### TASK TO CARRY OUT:
Your answer should repeat the entries in full, exactly as given, with no pictures.
[EXCERPTED DATA]
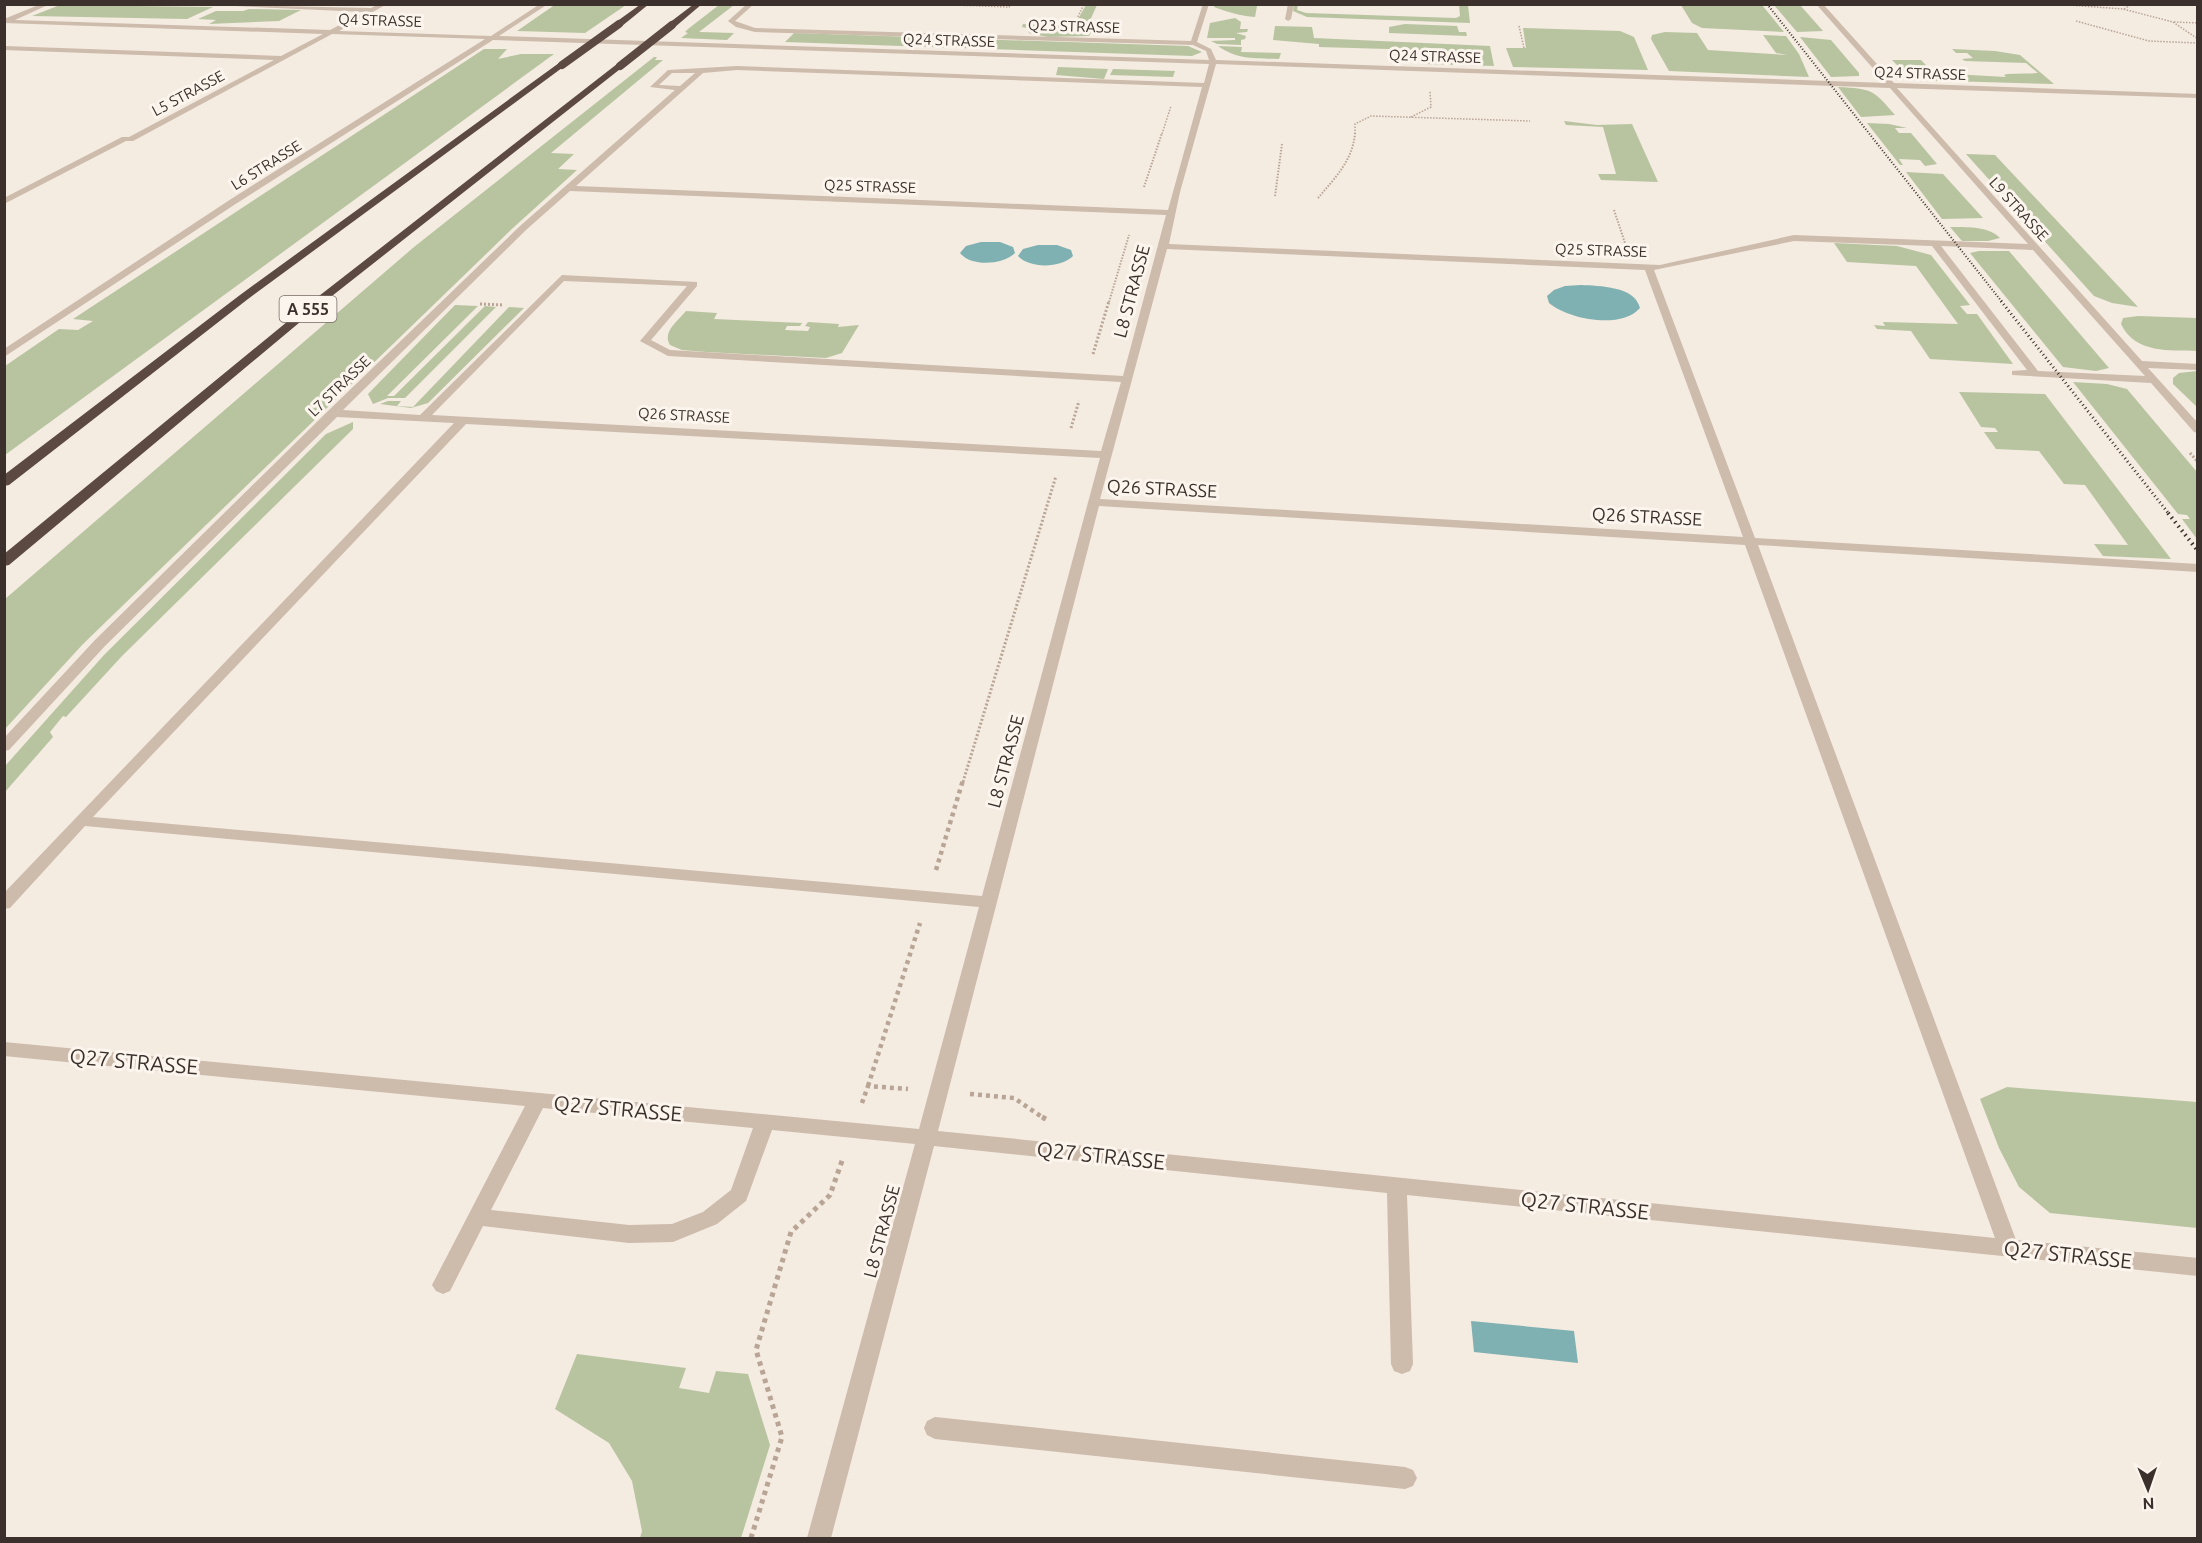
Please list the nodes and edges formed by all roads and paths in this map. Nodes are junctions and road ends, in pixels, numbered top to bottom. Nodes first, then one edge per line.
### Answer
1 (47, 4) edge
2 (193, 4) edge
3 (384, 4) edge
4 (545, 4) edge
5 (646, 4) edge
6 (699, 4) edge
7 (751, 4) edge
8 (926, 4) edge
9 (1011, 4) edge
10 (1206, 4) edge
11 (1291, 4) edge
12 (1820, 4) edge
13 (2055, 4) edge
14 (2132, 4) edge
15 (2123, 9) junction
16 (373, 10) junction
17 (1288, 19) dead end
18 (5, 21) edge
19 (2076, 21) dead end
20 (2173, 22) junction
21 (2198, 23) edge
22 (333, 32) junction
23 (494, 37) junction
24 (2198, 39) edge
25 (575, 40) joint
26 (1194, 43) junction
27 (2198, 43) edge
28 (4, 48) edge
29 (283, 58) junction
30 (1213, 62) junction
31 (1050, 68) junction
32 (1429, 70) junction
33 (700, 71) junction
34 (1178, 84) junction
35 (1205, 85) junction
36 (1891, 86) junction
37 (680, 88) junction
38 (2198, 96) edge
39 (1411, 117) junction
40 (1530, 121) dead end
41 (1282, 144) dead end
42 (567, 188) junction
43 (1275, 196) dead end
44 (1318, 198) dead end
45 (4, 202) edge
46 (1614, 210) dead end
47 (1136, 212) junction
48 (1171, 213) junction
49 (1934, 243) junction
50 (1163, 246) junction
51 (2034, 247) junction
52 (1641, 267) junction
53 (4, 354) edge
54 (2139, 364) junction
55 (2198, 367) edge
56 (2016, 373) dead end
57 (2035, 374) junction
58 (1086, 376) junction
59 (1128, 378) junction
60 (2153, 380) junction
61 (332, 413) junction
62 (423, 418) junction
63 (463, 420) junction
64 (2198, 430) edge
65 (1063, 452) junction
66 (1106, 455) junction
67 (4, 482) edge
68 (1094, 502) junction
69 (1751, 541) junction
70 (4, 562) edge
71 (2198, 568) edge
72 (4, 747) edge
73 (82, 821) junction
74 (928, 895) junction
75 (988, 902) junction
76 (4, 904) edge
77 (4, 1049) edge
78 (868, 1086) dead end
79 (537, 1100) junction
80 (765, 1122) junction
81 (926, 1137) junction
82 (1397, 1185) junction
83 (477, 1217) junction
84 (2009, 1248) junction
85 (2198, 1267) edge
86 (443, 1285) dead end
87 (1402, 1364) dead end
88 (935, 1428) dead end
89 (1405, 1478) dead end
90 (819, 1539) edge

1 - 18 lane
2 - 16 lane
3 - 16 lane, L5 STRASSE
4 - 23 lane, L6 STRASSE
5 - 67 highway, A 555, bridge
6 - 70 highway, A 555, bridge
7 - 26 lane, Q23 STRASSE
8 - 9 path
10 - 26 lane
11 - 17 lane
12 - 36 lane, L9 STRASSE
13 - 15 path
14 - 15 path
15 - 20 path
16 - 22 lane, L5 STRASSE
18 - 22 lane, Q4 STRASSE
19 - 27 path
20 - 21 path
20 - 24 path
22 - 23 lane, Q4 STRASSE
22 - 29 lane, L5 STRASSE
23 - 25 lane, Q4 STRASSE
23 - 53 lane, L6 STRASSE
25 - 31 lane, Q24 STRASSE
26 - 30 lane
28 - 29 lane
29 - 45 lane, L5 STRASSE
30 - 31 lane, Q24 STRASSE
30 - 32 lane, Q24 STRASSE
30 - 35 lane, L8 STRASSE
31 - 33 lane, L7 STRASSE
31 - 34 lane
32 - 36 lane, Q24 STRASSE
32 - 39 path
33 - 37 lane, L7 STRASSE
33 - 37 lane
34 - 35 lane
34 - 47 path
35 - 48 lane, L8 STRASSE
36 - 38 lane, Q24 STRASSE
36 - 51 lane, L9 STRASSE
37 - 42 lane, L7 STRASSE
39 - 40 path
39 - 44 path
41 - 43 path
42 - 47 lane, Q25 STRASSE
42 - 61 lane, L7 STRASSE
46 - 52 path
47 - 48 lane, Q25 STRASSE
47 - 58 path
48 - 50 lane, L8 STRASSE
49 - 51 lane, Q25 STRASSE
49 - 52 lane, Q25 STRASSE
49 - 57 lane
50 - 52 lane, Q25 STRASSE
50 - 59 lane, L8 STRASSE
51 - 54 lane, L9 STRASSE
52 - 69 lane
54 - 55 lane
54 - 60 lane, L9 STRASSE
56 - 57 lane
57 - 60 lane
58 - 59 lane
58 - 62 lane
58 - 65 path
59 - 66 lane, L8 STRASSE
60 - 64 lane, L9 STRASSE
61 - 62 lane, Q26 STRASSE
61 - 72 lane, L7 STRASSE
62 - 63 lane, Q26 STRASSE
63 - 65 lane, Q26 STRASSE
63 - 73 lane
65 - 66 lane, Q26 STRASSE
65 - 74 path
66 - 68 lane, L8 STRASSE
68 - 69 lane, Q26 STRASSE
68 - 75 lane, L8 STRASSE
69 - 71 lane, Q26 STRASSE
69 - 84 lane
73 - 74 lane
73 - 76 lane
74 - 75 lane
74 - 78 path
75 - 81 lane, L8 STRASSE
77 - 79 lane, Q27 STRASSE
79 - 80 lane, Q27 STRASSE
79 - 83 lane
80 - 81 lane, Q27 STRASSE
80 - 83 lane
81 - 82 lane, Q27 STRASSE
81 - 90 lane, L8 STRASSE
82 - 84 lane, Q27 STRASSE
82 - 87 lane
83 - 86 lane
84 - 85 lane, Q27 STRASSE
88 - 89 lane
[/EXCERPTED DATA]
### SOLVED PROBLEM:
Please list the nodes and edges formed by all roads and paths in this map. Nodes are junctions and road ends, in pixels, numbered top to bottom. Nodes first, then one edge per line.
### Answer
1 (47, 4) edge
2 (193, 4) edge
3 (384, 4) edge
4 (545, 4) edge
5 (646, 4) edge
6 (699, 4) edge
7 (751, 4) edge
8 (926, 4) edge
9 (1011, 4) edge
10 (1206, 4) edge
11 (1291, 4) edge
12 (1820, 4) edge
13 (2055, 4) edge
14 (2132, 4) edge
15 (2123, 9) junction
16 (373, 10) junction
17 (1288, 19) dead end
18 (5, 21) edge
19 (2076, 21) dead end
20 (2173, 22) junction
21 (2198, 23) edge
22 (333, 32) junction
23 (494, 37) junction
24 (2198, 39) edge
25 (575, 40) joint
26 (1194, 43) junction
27 (2198, 43) edge
28 (4, 48) edge
29 (283, 58) junction
30 (1213, 62) junction
31 (1050, 68) junction
32 (1429, 70) junction
33 (700, 71) junction
34 (1178, 84) junction
35 (1205, 85) junction
36 (1891, 86) junction
37 (680, 88) junction
38 (2198, 96) edge
39 (1411, 117) junction
40 (1530, 121) dead end
41 (1282, 144) dead end
42 (567, 188) junction
43 (1275, 196) dead end
44 (1318, 198) dead end
45 (4, 202) edge
46 (1614, 210) dead end
47 (1136, 212) junction
48 (1171, 213) junction
49 (1934, 243) junction
50 (1163, 246) junction
51 (2034, 247) junction
52 (1641, 267) junction
53 (4, 354) edge
54 (2139, 364) junction
55 (2198, 367) edge
56 (2016, 373) dead end
57 (2035, 374) junction
58 (1086, 376) junction
59 (1128, 378) junction
60 (2153, 380) junction
61 (332, 413) junction
62 (423, 418) junction
63 (463, 420) junction
64 (2198, 430) edge
65 (1063, 452) junction
66 (1106, 455) junction
67 (4, 482) edge
68 (1094, 502) junction
69 (1751, 541) junction
70 (4, 562) edge
71 (2198, 568) edge
72 (4, 747) edge
73 (82, 821) junction
74 (928, 895) junction
75 (988, 902) junction
76 (4, 904) edge
77 (4, 1049) edge
78 (868, 1086) dead end
79 (537, 1100) junction
80 (765, 1122) junction
81 (926, 1137) junction
82 (1397, 1185) junction
83 (477, 1217) junction
84 (2009, 1248) junction
85 (2198, 1267) edge
86 (443, 1285) dead end
87 (1402, 1364) dead end
88 (935, 1428) dead end
89 (1405, 1478) dead end
90 (819, 1539) edge

1 - 18 lane
2 - 16 lane
3 - 16 lane, L5 STRASSE
4 - 23 lane, L6 STRASSE
5 - 67 highway, A 555, bridge
6 - 70 highway, A 555, bridge
7 - 26 lane, Q23 STRASSE
8 - 9 path
10 - 26 lane
11 - 17 lane
12 - 36 lane, L9 STRASSE
13 - 15 path
14 - 15 path
15 - 20 path
16 - 22 lane, L5 STRASSE
18 - 22 lane, Q4 STRASSE
19 - 27 path
20 - 21 path
20 - 24 path
22 - 23 lane, Q4 STRASSE
22 - 29 lane, L5 STRASSE
23 - 25 lane, Q4 STRASSE
23 - 53 lane, L6 STRASSE
25 - 31 lane, Q24 STRASSE
26 - 30 lane
28 - 29 lane
29 - 45 lane, L5 STRASSE
30 - 31 lane, Q24 STRASSE
30 - 32 lane, Q24 STRASSE
30 - 35 lane, L8 STRASSE
31 - 33 lane, L7 STRASSE
31 - 34 lane
32 - 36 lane, Q24 STRASSE
32 - 39 path
33 - 37 lane, L7 STRASSE
33 - 37 lane
34 - 35 lane
34 - 47 path
35 - 48 lane, L8 STRASSE
36 - 38 lane, Q24 STRASSE
36 - 51 lane, L9 STRASSE
37 - 42 lane, L7 STRASSE
39 - 40 path
39 - 44 path
41 - 43 path
42 - 47 lane, Q25 STRASSE
42 - 61 lane, L7 STRASSE
46 - 52 path
47 - 48 lane, Q25 STRASSE
47 - 58 path
48 - 50 lane, L8 STRASSE
49 - 51 lane, Q25 STRASSE
49 - 52 lane, Q25 STRASSE
49 - 57 lane
50 - 52 lane, Q25 STRASSE
50 - 59 lane, L8 STRASSE
51 - 54 lane, L9 STRASSE
52 - 69 lane
54 - 55 lane
54 - 60 lane, L9 STRASSE
56 - 57 lane
57 - 60 lane
58 - 59 lane
58 - 62 lane
58 - 65 path
59 - 66 lane, L8 STRASSE
60 - 64 lane, L9 STRASSE
61 - 62 lane, Q26 STRASSE
61 - 72 lane, L7 STRASSE
62 - 63 lane, Q26 STRASSE
63 - 65 lane, Q26 STRASSE
63 - 73 lane
65 - 66 lane, Q26 STRASSE
65 - 74 path
66 - 68 lane, L8 STRASSE
68 - 69 lane, Q26 STRASSE
68 - 75 lane, L8 STRASSE
69 - 71 lane, Q26 STRASSE
69 - 84 lane
73 - 74 lane
73 - 76 lane
74 - 75 lane
74 - 78 path
75 - 81 lane, L8 STRASSE
77 - 79 lane, Q27 STRASSE
79 - 80 lane, Q27 STRASSE
79 - 83 lane
80 - 81 lane, Q27 STRASSE
80 - 83 lane
81 - 82 lane, Q27 STRASSE
81 - 90 lane, L8 STRASSE
82 - 84 lane, Q27 STRASSE
82 - 87 lane
83 - 86 lane
84 - 85 lane, Q27 STRASSE
88 - 89 lane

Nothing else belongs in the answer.